Data entries
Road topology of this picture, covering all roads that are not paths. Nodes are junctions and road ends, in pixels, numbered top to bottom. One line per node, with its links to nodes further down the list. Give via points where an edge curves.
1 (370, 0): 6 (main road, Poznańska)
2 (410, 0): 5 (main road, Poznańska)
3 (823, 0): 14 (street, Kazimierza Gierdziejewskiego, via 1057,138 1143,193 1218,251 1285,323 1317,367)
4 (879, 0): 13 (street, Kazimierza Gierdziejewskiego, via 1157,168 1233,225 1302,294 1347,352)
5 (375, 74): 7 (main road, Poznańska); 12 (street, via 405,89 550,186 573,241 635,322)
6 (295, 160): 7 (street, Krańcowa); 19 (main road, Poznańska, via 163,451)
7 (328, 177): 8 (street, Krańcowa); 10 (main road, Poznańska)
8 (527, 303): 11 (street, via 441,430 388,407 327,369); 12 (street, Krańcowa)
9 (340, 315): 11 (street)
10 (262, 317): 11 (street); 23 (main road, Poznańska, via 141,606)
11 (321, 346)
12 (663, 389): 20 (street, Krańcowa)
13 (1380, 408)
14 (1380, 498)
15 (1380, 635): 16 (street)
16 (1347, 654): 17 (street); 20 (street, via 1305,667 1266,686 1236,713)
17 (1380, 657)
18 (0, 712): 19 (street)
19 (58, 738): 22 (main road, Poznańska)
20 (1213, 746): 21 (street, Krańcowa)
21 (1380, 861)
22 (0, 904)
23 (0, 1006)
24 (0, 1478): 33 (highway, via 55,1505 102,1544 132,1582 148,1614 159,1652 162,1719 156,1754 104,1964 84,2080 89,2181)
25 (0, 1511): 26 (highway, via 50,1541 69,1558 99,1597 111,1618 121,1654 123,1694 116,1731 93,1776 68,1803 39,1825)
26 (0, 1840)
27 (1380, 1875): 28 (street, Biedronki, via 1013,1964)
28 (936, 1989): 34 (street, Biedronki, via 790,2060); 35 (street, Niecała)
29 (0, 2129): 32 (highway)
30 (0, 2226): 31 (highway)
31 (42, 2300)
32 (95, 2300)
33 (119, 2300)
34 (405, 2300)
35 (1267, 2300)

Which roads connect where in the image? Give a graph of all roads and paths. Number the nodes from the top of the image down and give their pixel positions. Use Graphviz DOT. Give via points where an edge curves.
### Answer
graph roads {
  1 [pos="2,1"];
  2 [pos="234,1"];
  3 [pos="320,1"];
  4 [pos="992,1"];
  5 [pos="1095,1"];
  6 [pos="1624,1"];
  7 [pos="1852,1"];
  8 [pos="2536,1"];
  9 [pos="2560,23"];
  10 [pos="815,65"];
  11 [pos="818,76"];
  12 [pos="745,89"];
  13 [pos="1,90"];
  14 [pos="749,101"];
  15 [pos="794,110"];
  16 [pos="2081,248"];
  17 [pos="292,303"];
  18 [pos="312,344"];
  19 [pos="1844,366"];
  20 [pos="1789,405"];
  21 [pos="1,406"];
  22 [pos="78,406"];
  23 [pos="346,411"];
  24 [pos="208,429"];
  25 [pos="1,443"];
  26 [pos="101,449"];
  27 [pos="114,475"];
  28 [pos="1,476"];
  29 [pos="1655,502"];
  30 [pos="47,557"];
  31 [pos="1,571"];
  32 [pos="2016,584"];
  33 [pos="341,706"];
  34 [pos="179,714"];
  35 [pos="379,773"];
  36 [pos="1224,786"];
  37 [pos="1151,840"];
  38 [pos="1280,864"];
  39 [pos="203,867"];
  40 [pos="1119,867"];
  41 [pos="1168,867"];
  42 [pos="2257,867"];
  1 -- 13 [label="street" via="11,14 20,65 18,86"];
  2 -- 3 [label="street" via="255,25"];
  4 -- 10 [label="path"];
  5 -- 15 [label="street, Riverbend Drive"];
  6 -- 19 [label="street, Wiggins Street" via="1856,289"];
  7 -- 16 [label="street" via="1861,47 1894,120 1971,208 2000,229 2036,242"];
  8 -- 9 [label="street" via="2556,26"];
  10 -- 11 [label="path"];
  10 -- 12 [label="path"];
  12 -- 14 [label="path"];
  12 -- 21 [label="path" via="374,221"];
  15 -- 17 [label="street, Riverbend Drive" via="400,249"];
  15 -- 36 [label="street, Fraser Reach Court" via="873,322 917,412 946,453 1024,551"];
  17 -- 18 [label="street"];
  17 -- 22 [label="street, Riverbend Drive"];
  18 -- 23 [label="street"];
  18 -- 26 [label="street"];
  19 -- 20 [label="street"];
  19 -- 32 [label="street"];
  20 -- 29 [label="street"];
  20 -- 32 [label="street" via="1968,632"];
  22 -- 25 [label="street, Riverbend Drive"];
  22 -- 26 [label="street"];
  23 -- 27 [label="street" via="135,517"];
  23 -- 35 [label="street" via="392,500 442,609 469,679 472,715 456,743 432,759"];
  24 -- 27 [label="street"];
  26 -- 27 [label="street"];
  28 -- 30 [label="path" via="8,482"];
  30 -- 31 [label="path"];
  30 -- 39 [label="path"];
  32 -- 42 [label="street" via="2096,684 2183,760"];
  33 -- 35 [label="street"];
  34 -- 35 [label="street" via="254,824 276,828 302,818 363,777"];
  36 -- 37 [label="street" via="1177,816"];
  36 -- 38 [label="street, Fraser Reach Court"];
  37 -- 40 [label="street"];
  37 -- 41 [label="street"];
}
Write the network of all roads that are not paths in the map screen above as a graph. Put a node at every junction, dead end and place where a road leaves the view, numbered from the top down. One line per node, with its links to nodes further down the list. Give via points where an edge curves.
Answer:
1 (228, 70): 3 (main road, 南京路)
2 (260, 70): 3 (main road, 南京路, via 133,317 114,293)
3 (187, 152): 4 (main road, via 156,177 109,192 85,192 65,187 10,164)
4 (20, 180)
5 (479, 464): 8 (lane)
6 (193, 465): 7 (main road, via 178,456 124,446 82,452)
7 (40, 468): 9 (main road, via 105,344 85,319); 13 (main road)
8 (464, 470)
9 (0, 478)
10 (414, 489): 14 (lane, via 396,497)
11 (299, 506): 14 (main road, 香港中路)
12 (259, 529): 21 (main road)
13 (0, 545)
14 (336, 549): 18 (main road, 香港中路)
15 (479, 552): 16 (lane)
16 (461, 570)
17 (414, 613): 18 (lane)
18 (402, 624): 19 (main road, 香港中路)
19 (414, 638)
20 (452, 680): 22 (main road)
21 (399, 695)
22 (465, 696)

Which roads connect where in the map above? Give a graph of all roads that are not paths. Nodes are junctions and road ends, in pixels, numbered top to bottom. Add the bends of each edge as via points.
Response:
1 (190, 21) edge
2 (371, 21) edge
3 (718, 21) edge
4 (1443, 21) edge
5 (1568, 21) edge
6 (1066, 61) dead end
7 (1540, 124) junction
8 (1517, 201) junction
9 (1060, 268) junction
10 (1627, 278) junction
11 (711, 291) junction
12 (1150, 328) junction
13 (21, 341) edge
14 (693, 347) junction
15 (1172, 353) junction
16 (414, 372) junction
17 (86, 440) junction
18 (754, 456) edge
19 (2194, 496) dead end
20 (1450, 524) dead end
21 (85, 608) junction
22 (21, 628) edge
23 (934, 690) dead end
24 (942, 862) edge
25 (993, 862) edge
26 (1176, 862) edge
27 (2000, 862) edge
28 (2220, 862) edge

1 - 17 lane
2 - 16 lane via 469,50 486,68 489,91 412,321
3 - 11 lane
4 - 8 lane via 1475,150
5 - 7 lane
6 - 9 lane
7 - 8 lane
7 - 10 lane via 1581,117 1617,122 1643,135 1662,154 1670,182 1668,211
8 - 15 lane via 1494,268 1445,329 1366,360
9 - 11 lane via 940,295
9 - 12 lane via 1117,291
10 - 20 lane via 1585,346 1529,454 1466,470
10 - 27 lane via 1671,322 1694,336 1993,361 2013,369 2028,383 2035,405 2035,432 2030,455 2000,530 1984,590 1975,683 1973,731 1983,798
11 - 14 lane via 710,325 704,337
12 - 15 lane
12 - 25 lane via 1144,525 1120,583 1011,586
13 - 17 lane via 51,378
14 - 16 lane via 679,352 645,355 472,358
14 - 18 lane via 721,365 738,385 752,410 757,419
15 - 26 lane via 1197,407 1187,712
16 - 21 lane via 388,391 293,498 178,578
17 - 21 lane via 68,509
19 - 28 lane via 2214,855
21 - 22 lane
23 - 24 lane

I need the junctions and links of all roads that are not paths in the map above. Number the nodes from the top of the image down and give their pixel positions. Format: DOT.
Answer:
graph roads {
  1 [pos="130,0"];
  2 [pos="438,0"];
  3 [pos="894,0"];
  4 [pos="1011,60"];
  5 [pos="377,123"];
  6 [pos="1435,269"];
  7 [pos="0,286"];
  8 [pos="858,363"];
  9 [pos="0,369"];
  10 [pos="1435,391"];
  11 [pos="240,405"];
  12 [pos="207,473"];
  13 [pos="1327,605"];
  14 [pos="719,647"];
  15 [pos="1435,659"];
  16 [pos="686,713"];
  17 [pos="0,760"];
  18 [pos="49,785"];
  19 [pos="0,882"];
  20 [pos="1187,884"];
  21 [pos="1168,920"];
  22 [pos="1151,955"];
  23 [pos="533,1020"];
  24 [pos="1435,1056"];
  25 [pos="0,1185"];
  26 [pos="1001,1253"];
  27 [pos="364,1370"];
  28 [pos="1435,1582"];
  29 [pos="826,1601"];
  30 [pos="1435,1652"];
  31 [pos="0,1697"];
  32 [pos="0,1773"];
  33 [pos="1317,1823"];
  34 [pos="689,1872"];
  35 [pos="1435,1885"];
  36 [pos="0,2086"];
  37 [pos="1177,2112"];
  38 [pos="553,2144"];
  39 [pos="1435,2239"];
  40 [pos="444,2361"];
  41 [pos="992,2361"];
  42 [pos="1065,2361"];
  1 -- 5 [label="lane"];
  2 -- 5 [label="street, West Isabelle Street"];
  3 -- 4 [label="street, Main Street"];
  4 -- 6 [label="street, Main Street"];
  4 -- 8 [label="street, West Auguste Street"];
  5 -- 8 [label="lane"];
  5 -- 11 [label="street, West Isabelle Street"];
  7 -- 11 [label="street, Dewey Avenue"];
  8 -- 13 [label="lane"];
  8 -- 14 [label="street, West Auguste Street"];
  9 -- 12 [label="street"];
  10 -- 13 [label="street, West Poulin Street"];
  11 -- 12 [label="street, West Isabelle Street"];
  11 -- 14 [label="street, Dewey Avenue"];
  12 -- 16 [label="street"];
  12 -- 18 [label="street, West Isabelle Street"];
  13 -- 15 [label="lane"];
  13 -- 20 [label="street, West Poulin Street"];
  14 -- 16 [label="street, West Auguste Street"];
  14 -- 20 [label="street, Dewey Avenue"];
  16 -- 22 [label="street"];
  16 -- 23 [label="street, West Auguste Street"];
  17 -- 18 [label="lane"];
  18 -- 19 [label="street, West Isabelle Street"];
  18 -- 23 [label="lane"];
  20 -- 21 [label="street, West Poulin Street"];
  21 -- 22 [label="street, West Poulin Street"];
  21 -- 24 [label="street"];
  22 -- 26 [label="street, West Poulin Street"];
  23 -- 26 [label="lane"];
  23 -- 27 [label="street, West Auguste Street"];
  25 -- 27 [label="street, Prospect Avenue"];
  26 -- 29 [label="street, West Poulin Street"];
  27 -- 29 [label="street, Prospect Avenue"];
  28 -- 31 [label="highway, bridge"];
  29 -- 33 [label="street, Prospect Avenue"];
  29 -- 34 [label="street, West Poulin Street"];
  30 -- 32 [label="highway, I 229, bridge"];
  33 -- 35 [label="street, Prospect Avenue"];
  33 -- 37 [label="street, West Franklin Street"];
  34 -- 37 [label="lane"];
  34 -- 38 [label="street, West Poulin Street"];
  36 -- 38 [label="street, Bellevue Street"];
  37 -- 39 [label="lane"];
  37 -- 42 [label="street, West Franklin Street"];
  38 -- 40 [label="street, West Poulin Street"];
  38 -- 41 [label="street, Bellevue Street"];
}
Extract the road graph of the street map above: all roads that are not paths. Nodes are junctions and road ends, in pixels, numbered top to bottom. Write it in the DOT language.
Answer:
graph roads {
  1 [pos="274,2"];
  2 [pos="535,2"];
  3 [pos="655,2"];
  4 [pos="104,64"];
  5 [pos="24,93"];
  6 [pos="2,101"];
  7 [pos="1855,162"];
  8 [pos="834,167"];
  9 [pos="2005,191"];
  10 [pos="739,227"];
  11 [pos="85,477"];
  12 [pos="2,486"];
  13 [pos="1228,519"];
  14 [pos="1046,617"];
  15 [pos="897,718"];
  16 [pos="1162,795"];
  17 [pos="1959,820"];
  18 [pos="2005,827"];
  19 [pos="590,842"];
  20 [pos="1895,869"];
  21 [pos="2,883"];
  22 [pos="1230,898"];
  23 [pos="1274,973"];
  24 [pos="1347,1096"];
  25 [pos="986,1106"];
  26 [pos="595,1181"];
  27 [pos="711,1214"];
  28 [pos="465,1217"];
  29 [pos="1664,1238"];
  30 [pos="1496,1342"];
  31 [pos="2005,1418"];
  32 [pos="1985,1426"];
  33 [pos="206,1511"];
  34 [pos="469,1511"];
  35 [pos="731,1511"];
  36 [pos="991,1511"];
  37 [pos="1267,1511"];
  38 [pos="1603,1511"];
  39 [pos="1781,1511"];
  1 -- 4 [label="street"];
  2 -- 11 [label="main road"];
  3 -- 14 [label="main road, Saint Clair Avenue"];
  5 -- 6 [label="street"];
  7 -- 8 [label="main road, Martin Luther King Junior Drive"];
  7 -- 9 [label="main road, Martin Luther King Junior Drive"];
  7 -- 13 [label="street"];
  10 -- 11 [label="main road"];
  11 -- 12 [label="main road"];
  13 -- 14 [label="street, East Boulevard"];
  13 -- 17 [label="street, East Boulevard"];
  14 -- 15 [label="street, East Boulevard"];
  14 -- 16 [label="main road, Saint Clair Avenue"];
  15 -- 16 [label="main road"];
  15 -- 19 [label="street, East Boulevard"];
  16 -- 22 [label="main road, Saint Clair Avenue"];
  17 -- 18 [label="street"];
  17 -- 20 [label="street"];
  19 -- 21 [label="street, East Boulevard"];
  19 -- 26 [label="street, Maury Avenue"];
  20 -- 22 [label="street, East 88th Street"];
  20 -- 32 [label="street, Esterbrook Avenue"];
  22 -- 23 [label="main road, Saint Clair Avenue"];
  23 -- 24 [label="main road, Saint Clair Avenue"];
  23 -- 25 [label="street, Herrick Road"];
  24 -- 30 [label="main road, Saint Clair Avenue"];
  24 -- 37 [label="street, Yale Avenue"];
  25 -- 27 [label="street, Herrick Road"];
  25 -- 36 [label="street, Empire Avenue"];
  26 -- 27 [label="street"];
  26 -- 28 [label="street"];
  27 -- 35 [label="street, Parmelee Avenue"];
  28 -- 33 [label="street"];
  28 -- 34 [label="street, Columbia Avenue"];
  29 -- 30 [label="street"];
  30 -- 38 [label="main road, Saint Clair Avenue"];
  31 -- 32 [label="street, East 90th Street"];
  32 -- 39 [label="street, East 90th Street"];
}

> [WORK TASK]
Wherever the word "bridge" appears in the records above, copy that line.

> [ANSWER FOR THIS EXERCISE]
  28 -- 31 [label="highway, bridge"];
  30 -- 32 [label="highway, I 229, bridge"];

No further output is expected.